Conditional Uncertainty-Aware Political Deepfake Detection with Stochastic Convolutional Neural Networks
Published on arXiv
2602.10343
Output Integrity Attack
OWASP ML Top 10 — ML09
Key Finding
Calibrated probabilistic outputs and MC dropout uncertainty estimates enable risk-aware moderation policies, with confidence-band analysis showing uncertainty adds operational value primarily in ambiguous, mid-confidence prediction regions.

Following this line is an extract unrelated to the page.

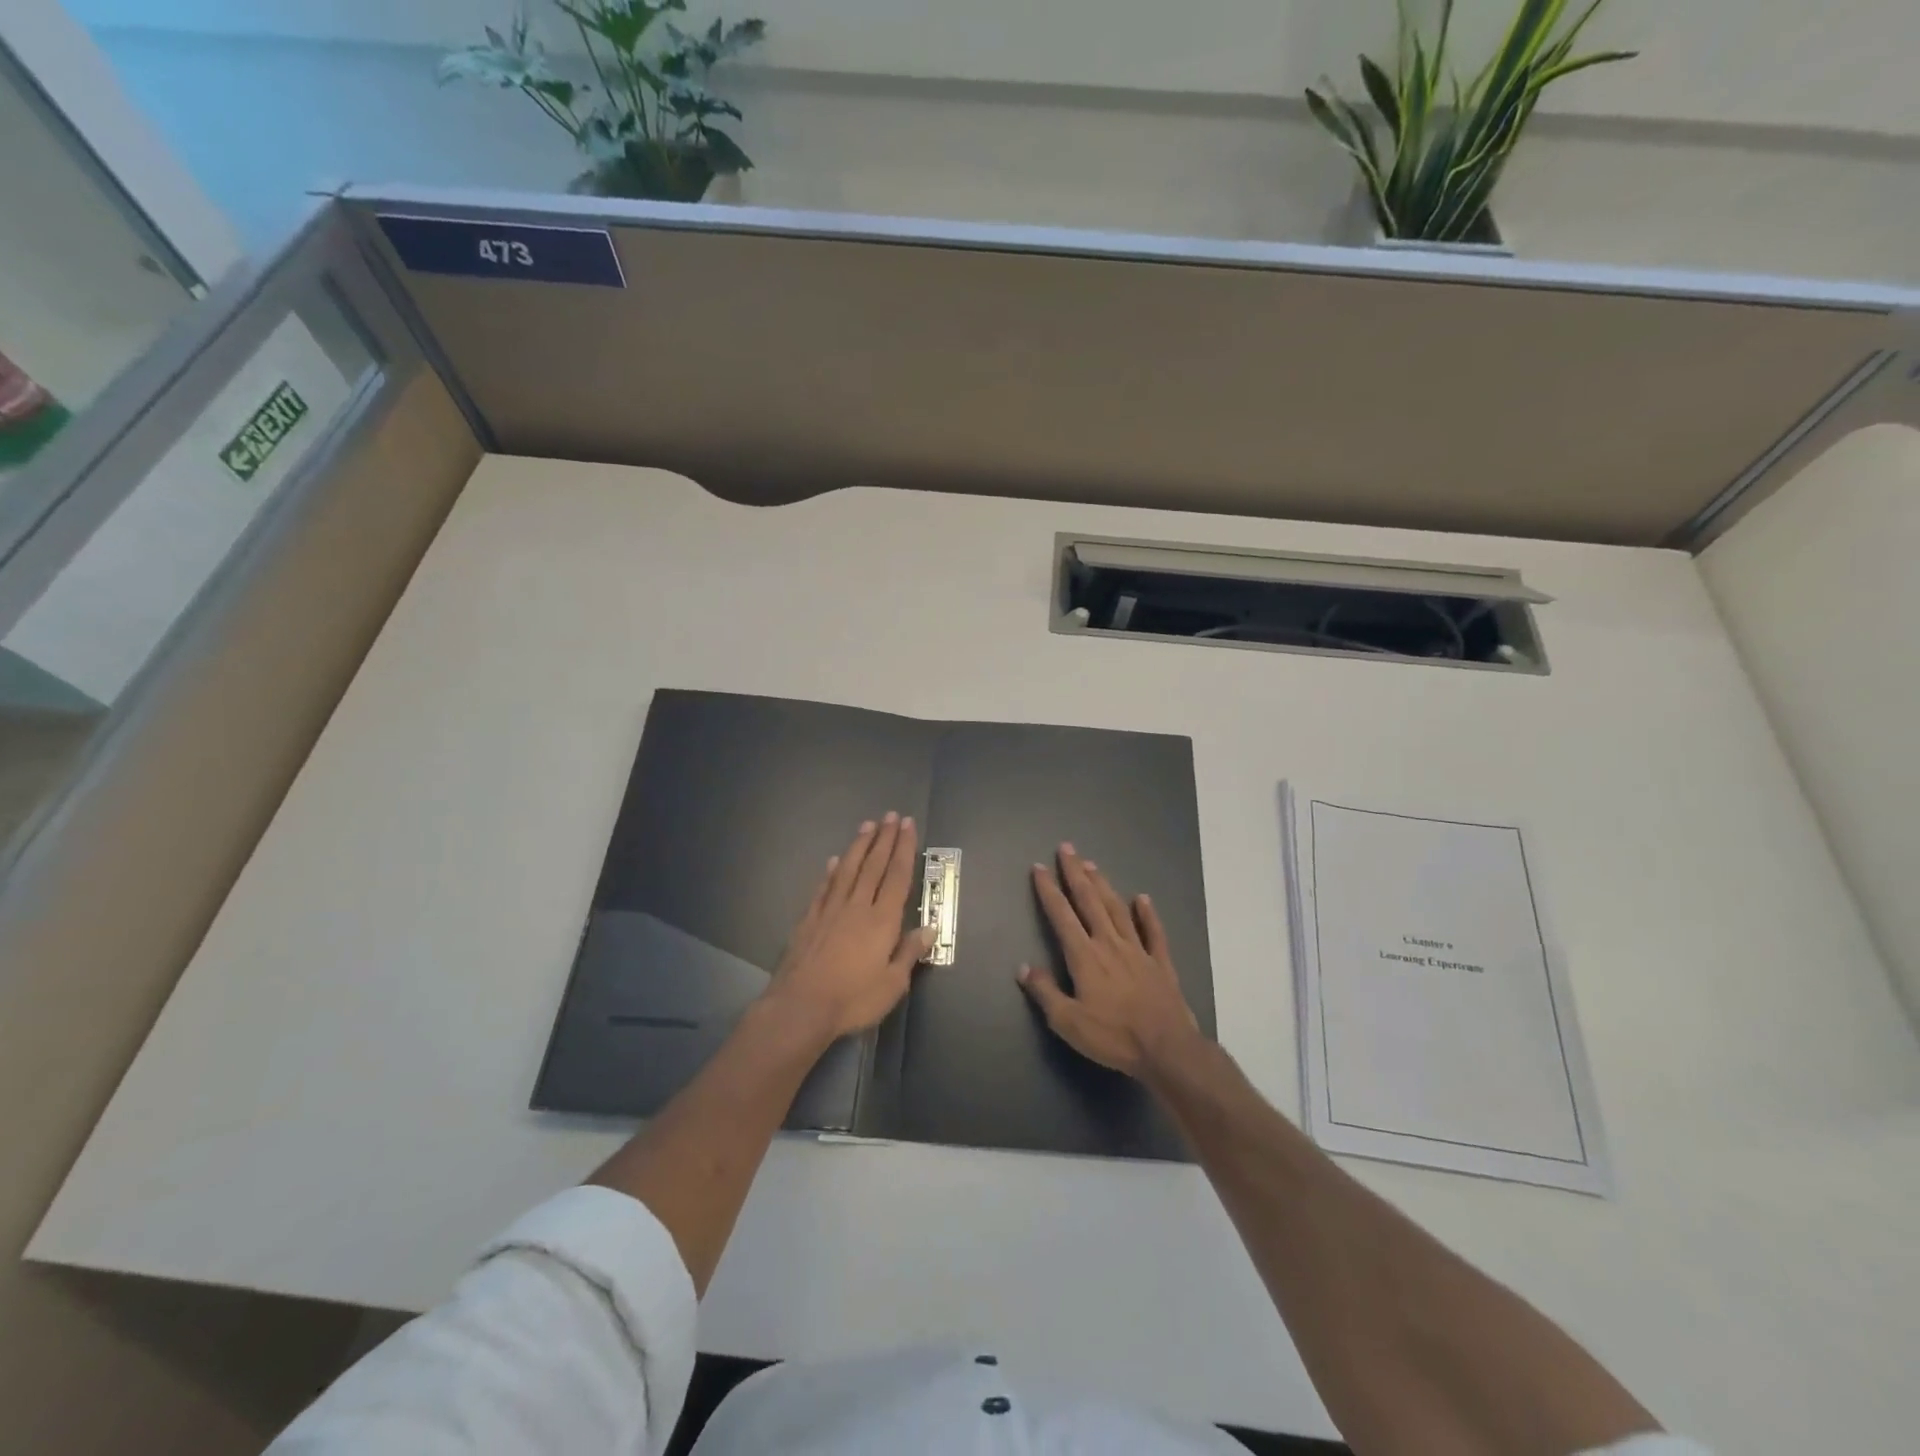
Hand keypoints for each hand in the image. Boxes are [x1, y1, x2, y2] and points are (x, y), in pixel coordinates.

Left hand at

Recent advances in generative image models have enabled the creation of highly realistic political deepfakes, posing risks to information integrity, public trust, and democratic processes. While automated deepfake detectors are increasingly deployed in moderation and investigative pipelines, most existing systems provide only point predictions and fail to indicate when outputs are unreliable, being an operationally critical limitation in high-stakes political contexts. This work investigates conditional, uncertainty-aware political deepfake detection using stochastic convolutional neural networks within an empirical, decision-oriented reliability framework. Rather than treating uncertainty as a purely Bayesian construct, it is evaluated through observable criteria, including calibration quality, proper scoring rules, and its alignment with prediction errors under both global and confidence-conditioned analyses. A politically focused binary image dataset is constructed via deterministic metadata filtering from a large public real-synthetic corpus. Two pretrained CNN backbones (ResNet-18 and EfficientNet-B4) are fully fine-tuned for classification. Deterministic inference is compared with single-pass stochastic prediction, Monte Carlo dropout with multiple forward passes, temperature scaling, and ensemble-based uncertainty surrogates. Evaluation reports ROC-AUC, thresholded confusion matrices, calibration metrics, and generator-disjoint out-of-distribution performance. Results demonstrate that calibrated probabilistic outputs and uncertainty estimates enable risk-aware moderation policies. A systematic confidence-band analysis further clarifies when uncertainty provides operational value beyond predicted confidence, delineating both the benefits and limitations of uncertainty-aware deepfake detection in political settings.
Key Contributions
- Politically-focused binary real/synthetic image dataset constructed via deterministic metadata filtering from a large public real-synthetic corpus
- Comparative evaluation of deterministic, MC dropout, single-pass stochastic, temperature scaling, and ensemble uncertainty methods on fine-tuned ResNet-18 and EfficientNet-B4 backbones
- Systematic confidence-band analysis delineating when uncertainty estimates provide operational value beyond predicted confidence for risk-aware moderation policies
🛡️ Threat Analysis
Primary contribution is detecting AI-generated synthetic political imagery (deepfakes) — direct instantiation of AI-generated content detection under ML09 output integrity. The uncertainty quantification framework is evaluated specifically to improve reliability of deepfake detection in moderation pipelines.